Publicly available specification references

All references in this subclause were correct at the time of approval of this Recommendation. The provisions of the referenced specifications, as identified in this subclause, are valid within the context of this Recommendation. The reference to a specification within this Recommendation does not give it any further status within ITU-T; in particular, it does not give the referenced specification the status of a Recommendation.

[62]–     CORBA GIOP Specification, Chapter 15 of The Common Object Request Broker: Architecture and Specification, Revision 2.3, Object Management Group (OMG Doc. Number: Formal/98-12-01).

[63]–     CORBA Security Service Specification, Chapter 15 of CORBAservices: Common Object Services Specification, Object Management Group (OMG Doc. Number: Formal/98-12-17).

[64]       ITU-T Recommendation M.3030 (2002) Telecommunications Markup Language (tML) framework  

 

3           Definitions

3.1         International Standardized Profile (ISP)

An internationally agreed-to, harmonized document which identifies a standard or group of standards, together with options and parameters, necessary to accomplish a function or a set of functions [1].

3.2         Interactive Agent (IA) (Q.814)

The IA supports the exchange of electronic data interchange (UN/EDIFACT or ASC X12 EDI) transactions between peer entities. The IA functions as an interface between its direct user (normally an EDIFACT/ASC X12 EDI translator or a security module) and the transport layer security. Various implementation approaches may be taken ranging from a simple API (Application Program Interface) through a stand‑alone program. The IA is described in draft Recommendation Q.814 and the Security Module is described in draft Recommendation Q.8sm815.

3.3         Transport Layer Security (Q.814)

The Transport Layer Security (TLS) protocol optionally provides communications privacy. The protocol allows client/server applications to communicate in a way that is designed to prevent eavesdropping, tampering, and intrusion. The TLS protocol also provides strong peer authentication and data flow integrity.

3.4         Distinguished Encoding Rules (DER) (X.690)

DER for ASN.1 are a subset of Basic Encoding Rules (BER), and give exactly one way to represent any ASN.1 value as an octet string.
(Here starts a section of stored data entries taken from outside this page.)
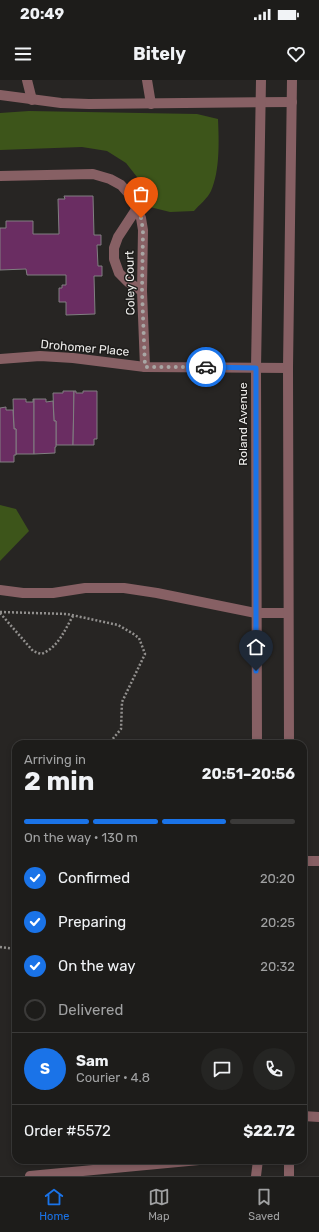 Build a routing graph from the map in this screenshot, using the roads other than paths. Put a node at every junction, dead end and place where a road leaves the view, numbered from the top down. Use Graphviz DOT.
graph roads {
  1 [pos="27,80"];
  2 [pos="147,80"];
  3 [pos="261,80"];
  4 [pos="292,80"];
  5 [pos="0,95"];
  6 [pos="32,100"];
  7 [pos="260,102"];
  8 [pos="292,102"];
  9 [pos="151,104"];
  10 [pos="0,176"];
  11 [pos="137,208"];
  12 [pos="142,291"];
  13 [pos="0,359"];
  14 [pos="145,367"];
  15 [pos="256,368"];
  16 [pos="288,368"];
  17 [pos="0,590"];
  18 [pos="256,613"];
  19 [pos="288,613"];
  20 [pos="257,740"];
  21 [pos="289,740"];
  22 [pos="307,861"];
  23 [pos="319,861"];
  24 [pos="307,1116"];
  25 [pos="319,1117"];
  26 [pos="157,1164"];
  27 [pos="258,1164"];
  28 [pos="289,1164"];
  29 [pos="30,1176"];
  30 [pos="256,1176"];
  31 [pos="289,1176"];
  1 -- 6 [label="street"];
  2 -- 9 [label="street"];
  3 -- 7 [label="street, Roland Avenue"];
  4 -- 8 [label="street"];
  5 -- 6 [label="street"];
  6 -- 9 [label="street"];
  7 -- 8 [label="street"];
  7 -- 9 [label="street"];
  7 -- 15 [label="street, Roland Avenue"];
  8 -- 16 [label="street"];
  10 -- 11 [label="street, Coley Court"];
  11 -- 12 [label="street, Coley Court"];
  11 -- 12 [label="street"];
  12 -- 14 [label="street, Coley Court"];
  13 -- 14 [label="street, Drohomer Place"];
  14 -- 15 [label="street, Drohomer Place"];
  15 -- 16 [label="street, Drohomer Place"];
  15 -- 18 [label="street, Roland Avenue"];
  16 -- 19 [label="street"];
  17 -- 18 [label="street"];
  18 -- 19 [label="street"];
  18 -- 20 [label="street, Roland Avenue"];
  19 -- 21 [label="street"];
  22 -- 23 [label="street"];
  24 -- 25 [label="street"];
  26 -- 29 [label="street"];
  27 -- 30 [label="street"];
  28 -- 31 [label="street"];
}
DER are intended for applications in which a unique octet string encoding is needed, and is the case when an ASN.1 message is encoded for transport via TLS. DER are described in X.690. In this profile the definite‑length method of constructing IA messages must be employed.

3.5         Interactive Agent Transfer Protocol (IATP) (Q.814)

The IATP protocol is utilized between peer Interactive Agents wishing to exchange Electronic Data Interchange transactions/messages via Transmission Control Protocol/Internet Protocol utilizing Transport Layer Security. The IATP is described in ITU-T Recommendation Q.814.

3.6         Electronic Data Interchange (EDI) Translator (Q.814)

A computer software module or program that translates private data formats and representations to/from standard formats and standard data representations such as those specified by ISO 9735 or ANSI ASC X12.

4           Abbreviations

This Recommendation uses the following abbreviations.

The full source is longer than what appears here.